Garland détaillait les fondements tactiques de cette attaque. Contre un adversaire supérieur, il était crucial d’imposer le rythme et d’accumuler tous les avantages possibles.
— Et une fois ralentis, l’équipe Aalto maintient une pluie de sorts. Ils peuvent tenter des sorts opposés, mais avec un appui instable, viser avec précision devient difficile. Et s’ils esquivent, ils agitent encore plus l’eau. Même l’équipe Andrews ne s’en sortira pas facilement.
— L’équipe Aalto tire merveilleusement parti du terrain ! Peut-être l’assaut frontal d’Andrews était-il mal avisé !
Mais malgré les eaux agitées, l’équipe Andrews encaissait l’assaut sans sourciller.
— Je pars à droite.
— Alors j’irai à gauche !
Sur ce simple échange, ils se séparèrent. Ensemble, les vagues les touchaient tous. Séparés, chacun était moins affecté. L’évidence tactique que l’équipe Aalto avait anticipée.
— Séparation ! cria Katie. — Albright part à gauche, Rossi débarque à droite !
— Ouais, je m’y attendais, répondit Guy avec un sourire.
Il entama son incantation. Ses sorts frappèrent deux zones précises de l’île, là où, selon la topographie, leurs adversaires étaient les plus susceptibles d’arriver. À ces endroits, des arbres surgirent : des plantoutils que Guy avait placées à l’avance, prêtes à croître au moment opportun. Rossi et Albright virent leur avancée stoppée par des ronces épaisses.
— …Hmm.
— Oups. Ils nous avaient repérés.
Aucun ne semblait enchanté.

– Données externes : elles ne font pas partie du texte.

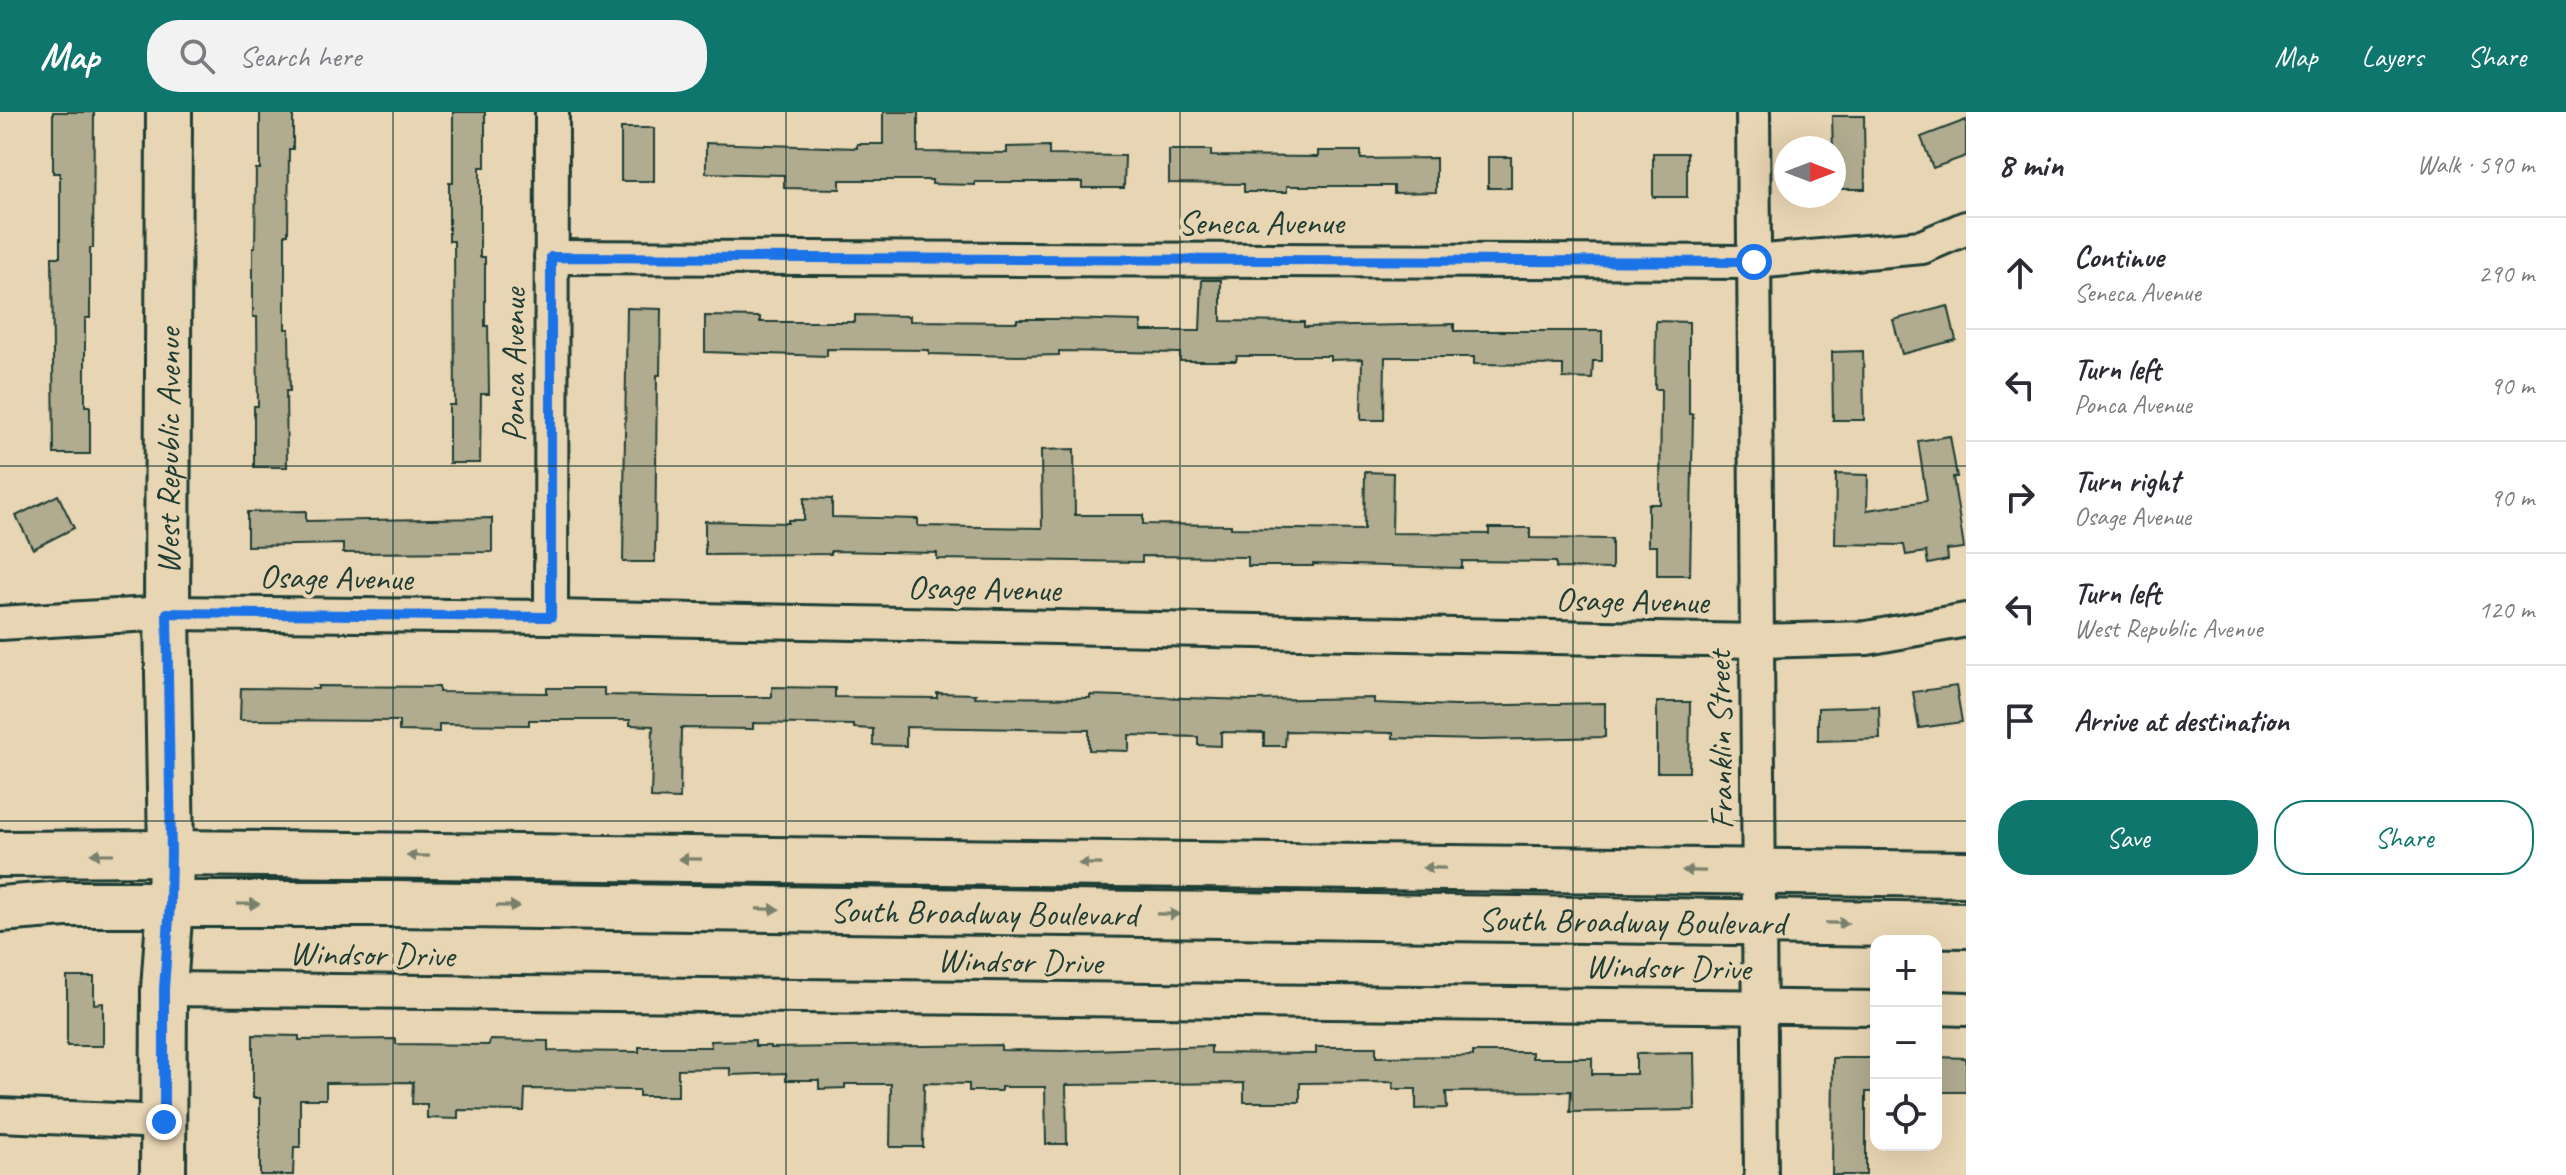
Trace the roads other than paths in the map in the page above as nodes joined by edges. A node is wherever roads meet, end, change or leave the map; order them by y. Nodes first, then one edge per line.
1 (169, 112) edge
2 (552, 112) edge
3 (1753, 112) edge
4 (1966, 228) edge
5 (551, 257) junction
6 (1754, 262) junction
7 (167, 613) junction
8 (551, 617) junction
9 (1966, 620) edge
10 (0, 623) edge
11 (1757, 641) junction
12 (171, 853) junction
13 (0, 854) edge
14 (1760, 871) junction
15 (1966, 874) edge
16 (170, 904) junction
17 (0, 909) edge
18 (1759, 922) junction
19 (1966, 925) edge
20 (164, 989) junction
21 (1761, 1006) junction
22 (1870, 1008) edge
23 (1942, 1008) edge
24 (1966, 1009) edge
25 (0, 1115) edge
26 (164, 1122) junction
27 (163, 1175) edge
28 (1761, 1175) edge

1 - 7 main road, West Republic Avenue
2 - 5 street, Ponca Avenue
3 - 6 street, Franklin Street
4 - 6 street, Seneca Avenue
5 - 6 street, Seneca Avenue
5 - 8 street, Ponca Avenue
6 - 11 street, Franklin Street
7 - 8 street, Osage Avenue
7 - 10 street, Osage Avenue
7 - 12 main road, West Republic Avenue
8 - 11 street, Osage Avenue
9 - 11 street, Osage Avenue
11 - 14 street, Franklin Street
12 -> 13 main road, South Broadway Boulevard
14 -> 12 main road, South Broadway Boulevard
12 - 16 main road, West Republic Avenue
14 - 15 main road, South Broadway Boulevard
14 - 18 street, Franklin Street
16 - 17 main road, South Broadway Boulevard
16 -> 18 main road, South Broadway Boulevard
16 - 20 main road, West Republic Avenue
18 -> 19 main road, South Broadway Boulevard
18 - 21 street, Franklin Street
20 - 21 street, Windsor Drive
20 - 26 main road, West Republic Avenue
21 - 22 street, Windsor Drive
21 - 28 street, Franklin Street
23 - 24 street
25 - 26 street
26 - 27 main road, West Republic Avenue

Contourner ou brûler les broussailles leur coûterait du temps et tant qu’ils s’y heurtaient, l’équipe Aalto pouvait concentrer ses tirs sur Andrews. Seul, ballotté par les vagues, il semblait une cible de choix.
Mais la suite, personne ne l’avait anticipée.

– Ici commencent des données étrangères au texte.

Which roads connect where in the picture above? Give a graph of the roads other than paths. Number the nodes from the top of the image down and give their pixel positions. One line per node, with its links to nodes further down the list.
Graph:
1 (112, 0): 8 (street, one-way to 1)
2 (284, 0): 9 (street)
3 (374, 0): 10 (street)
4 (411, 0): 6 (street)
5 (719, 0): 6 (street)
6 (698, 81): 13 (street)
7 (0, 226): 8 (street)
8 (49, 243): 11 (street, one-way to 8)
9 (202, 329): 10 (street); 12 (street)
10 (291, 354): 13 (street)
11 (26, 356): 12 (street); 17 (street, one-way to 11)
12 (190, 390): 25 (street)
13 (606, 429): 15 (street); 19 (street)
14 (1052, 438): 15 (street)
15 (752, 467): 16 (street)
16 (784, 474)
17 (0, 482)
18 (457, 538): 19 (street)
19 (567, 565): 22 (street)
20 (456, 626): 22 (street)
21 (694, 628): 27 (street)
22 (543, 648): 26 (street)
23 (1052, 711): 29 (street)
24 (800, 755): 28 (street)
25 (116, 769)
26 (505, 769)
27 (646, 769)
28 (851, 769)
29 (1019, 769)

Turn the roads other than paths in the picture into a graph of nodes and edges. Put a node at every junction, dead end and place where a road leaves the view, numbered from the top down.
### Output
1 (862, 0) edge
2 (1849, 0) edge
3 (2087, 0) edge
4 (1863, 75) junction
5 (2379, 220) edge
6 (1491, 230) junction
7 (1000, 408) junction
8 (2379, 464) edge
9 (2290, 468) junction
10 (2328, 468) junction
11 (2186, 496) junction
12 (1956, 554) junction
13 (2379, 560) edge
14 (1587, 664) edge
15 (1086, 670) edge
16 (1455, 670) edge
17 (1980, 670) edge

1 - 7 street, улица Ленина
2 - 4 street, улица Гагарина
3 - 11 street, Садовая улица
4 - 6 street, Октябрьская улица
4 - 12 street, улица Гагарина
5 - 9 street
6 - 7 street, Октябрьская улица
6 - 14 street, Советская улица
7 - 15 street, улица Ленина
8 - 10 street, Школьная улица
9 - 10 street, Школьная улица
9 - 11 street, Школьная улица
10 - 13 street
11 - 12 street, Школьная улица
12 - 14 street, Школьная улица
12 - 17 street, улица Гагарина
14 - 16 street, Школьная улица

Andrews plongea la main dans sa robe et en sortit une planche bien vernie haute comme lui. Il la laissa tomber à la surface de l’eau et monta dessus.
— IMPETUS !
Le sort s’activa et son corps fusa au-dessus du lac. Le vent dans le dos, il fendait l’eau à toute vitesse. Tous les sorts lancés contre lui retombaient loin derrière. Les vagues, au lieu de le ralentir, renforçaient encore son élan. L’équipe Aalto resta bouche bée.
— …?!
— C’est quoi, ça… ?! Il surfe ?!
— Ne relâchez rien ! Continuez à tirer ! hurla Pete.

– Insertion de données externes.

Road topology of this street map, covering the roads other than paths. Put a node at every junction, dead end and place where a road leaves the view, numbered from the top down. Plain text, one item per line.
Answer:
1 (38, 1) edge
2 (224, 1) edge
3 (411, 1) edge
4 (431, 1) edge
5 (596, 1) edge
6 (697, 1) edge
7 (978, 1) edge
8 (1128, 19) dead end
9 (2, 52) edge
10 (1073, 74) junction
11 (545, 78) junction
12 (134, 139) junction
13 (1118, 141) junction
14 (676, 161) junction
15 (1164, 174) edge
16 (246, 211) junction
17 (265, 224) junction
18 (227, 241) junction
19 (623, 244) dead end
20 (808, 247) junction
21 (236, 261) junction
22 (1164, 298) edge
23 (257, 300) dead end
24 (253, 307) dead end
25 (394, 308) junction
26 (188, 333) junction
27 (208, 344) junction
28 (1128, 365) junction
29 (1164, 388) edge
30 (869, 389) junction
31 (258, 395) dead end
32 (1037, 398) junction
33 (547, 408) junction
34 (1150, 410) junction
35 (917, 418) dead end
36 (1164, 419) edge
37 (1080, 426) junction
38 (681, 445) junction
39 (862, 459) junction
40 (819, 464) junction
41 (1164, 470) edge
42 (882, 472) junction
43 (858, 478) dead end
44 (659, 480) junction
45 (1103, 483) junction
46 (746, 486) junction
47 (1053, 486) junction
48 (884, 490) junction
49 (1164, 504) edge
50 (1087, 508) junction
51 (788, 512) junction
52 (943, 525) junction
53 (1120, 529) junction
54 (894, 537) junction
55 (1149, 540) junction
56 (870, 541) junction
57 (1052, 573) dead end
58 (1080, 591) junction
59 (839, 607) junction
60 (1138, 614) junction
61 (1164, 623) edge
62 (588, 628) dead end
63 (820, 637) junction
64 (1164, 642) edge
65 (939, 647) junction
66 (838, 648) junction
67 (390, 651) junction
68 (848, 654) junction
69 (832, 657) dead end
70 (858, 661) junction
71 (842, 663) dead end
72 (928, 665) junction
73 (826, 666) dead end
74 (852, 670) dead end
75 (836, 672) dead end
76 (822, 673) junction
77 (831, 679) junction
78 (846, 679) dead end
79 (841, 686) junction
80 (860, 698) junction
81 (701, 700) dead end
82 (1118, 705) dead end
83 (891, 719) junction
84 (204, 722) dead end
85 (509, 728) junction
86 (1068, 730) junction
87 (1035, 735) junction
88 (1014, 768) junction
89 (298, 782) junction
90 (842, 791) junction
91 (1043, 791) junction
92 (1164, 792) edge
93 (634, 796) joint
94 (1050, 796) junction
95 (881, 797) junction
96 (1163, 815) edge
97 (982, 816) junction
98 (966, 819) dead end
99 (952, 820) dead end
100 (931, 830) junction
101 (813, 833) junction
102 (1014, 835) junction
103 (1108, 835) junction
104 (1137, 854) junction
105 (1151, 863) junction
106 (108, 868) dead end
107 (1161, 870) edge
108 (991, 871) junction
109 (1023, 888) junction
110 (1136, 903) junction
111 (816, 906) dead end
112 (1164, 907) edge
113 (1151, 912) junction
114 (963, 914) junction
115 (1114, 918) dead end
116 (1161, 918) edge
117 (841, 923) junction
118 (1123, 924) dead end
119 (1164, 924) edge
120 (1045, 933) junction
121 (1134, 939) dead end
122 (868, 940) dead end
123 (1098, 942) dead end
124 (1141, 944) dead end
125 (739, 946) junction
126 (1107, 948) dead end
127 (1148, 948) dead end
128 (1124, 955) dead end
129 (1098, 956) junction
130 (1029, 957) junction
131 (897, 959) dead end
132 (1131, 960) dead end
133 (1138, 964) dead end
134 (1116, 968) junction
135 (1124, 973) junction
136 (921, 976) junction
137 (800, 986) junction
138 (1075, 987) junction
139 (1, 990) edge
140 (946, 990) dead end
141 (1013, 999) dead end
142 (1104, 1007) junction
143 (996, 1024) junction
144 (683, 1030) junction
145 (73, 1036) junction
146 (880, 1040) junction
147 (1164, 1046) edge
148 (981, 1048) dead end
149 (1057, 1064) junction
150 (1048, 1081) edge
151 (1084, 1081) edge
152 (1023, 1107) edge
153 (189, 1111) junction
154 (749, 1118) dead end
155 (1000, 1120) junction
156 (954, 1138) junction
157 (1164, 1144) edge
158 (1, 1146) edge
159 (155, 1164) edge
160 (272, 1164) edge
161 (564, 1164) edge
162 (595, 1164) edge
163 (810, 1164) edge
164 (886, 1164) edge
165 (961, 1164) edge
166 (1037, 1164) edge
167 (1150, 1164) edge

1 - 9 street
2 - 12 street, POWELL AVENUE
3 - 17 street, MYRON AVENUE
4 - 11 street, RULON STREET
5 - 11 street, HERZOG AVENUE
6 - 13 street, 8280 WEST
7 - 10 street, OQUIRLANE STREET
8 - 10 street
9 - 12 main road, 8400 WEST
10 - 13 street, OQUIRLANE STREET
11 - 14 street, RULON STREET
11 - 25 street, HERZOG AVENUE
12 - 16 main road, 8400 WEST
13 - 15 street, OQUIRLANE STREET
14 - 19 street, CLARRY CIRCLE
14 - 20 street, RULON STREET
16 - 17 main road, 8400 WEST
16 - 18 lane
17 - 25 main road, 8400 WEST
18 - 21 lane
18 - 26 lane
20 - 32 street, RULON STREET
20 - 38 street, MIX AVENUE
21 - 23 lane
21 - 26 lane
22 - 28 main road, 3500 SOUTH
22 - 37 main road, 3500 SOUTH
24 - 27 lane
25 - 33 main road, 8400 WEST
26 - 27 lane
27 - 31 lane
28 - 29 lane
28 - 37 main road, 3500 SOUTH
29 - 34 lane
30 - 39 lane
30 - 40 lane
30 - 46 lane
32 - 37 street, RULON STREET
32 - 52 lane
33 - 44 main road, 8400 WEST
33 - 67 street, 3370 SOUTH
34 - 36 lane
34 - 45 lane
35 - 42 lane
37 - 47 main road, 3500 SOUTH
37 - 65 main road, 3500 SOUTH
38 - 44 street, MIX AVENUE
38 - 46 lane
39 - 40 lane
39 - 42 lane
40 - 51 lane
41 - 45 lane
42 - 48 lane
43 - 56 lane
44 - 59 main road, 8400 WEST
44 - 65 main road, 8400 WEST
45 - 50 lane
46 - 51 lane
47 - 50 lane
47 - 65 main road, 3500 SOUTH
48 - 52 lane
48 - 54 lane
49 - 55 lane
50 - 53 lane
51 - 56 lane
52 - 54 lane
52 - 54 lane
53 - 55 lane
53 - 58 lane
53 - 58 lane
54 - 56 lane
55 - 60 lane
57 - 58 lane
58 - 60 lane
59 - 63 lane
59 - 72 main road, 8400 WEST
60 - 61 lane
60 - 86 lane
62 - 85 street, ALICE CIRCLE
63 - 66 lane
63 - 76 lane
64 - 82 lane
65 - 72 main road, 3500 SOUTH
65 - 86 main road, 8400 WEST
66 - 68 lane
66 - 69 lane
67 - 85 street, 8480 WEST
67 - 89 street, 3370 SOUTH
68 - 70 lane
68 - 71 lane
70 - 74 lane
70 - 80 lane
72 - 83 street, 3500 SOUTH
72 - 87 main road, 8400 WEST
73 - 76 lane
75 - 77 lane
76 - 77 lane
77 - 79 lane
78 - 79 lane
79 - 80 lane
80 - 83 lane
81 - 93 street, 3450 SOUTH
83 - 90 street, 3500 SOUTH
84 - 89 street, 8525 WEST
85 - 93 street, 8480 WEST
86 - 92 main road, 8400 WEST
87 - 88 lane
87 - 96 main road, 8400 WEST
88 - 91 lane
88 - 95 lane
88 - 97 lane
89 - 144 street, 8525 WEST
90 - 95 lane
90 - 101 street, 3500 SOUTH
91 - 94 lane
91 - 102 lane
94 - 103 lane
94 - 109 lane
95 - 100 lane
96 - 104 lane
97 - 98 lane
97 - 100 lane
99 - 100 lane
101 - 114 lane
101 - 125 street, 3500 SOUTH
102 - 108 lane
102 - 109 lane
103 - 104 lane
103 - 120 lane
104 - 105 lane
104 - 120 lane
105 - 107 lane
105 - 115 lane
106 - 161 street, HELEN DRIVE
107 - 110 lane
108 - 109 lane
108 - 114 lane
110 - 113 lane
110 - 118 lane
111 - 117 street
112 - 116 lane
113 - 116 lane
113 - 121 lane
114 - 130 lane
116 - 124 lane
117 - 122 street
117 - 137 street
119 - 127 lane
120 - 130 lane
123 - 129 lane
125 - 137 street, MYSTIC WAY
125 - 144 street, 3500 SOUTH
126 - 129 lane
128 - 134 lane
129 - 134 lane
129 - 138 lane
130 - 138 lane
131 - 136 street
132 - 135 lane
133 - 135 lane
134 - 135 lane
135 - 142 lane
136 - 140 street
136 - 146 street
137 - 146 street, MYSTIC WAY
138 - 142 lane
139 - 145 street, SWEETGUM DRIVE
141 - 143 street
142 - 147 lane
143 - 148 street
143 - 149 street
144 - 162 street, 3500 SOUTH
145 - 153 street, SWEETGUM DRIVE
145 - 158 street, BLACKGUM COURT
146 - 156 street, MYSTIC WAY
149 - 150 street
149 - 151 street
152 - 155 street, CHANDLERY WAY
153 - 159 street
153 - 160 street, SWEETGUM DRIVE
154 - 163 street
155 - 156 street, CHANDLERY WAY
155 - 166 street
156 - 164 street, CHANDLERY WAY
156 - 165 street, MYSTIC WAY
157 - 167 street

Mais leur tir de barrage fut vain. Andrews virevoltait à gauche et à droite, se jouant de toutes les attaques et approchait de l’île.
— Wooooooow ! Mr. Andrews abandonne la Marche du Lac pour le surf ! Il esquive agilement les sorts et fonce vers la berge !
La foule était en délire. Garland, les yeux fixés sur l’écran, hocha la tête.
— Ah, intéressant. Cette méthode est en effet bien plus efficace quand les eaux sont agitées. Mais il faut être sacrément doué en magie du vent pour réussir un coup pareil.
— Et la réputation de Mr. Andrews n’est plus à faire ! Quelle sera la réponse de l’équipe Aalto ?
Non loin de l’île, Andrews avait ralenti, maintenant une distance prudente, tout en esquivant les tirs. À ce stade, l’équipe de Katie avait parfaitement compris à quel point il était difficile à toucher.
— Tellement rapide…
— Même si on le touche, ça ne suffira pas à le mettre hors-jeu.
— Repliez-vous vers le centre de l’île ! Vite, avant qu’ils atteignent la rive !
Ils abandonnèrent l’échange de tirs et battirent en retraite. Les barricades dressées autour de l’île volèrent en éclats, et deux silhouettes émergèrent des arbres de Guy.
— Quelle plaie.
— Ah… la terre ferme, quel délice !
Enfin libérés de l’obstacle, Albright et Rossi mirent pied à terre. Andrews atteignit la plage en face et descendit de sa planche.
— Tu fais du surf ? Faudra m’apprendre, lança Rossi en souriant.
— Moins polyvalent que ça en a l’air. Les balais restent plus rapides, répliqua Andrews sans s’attarder.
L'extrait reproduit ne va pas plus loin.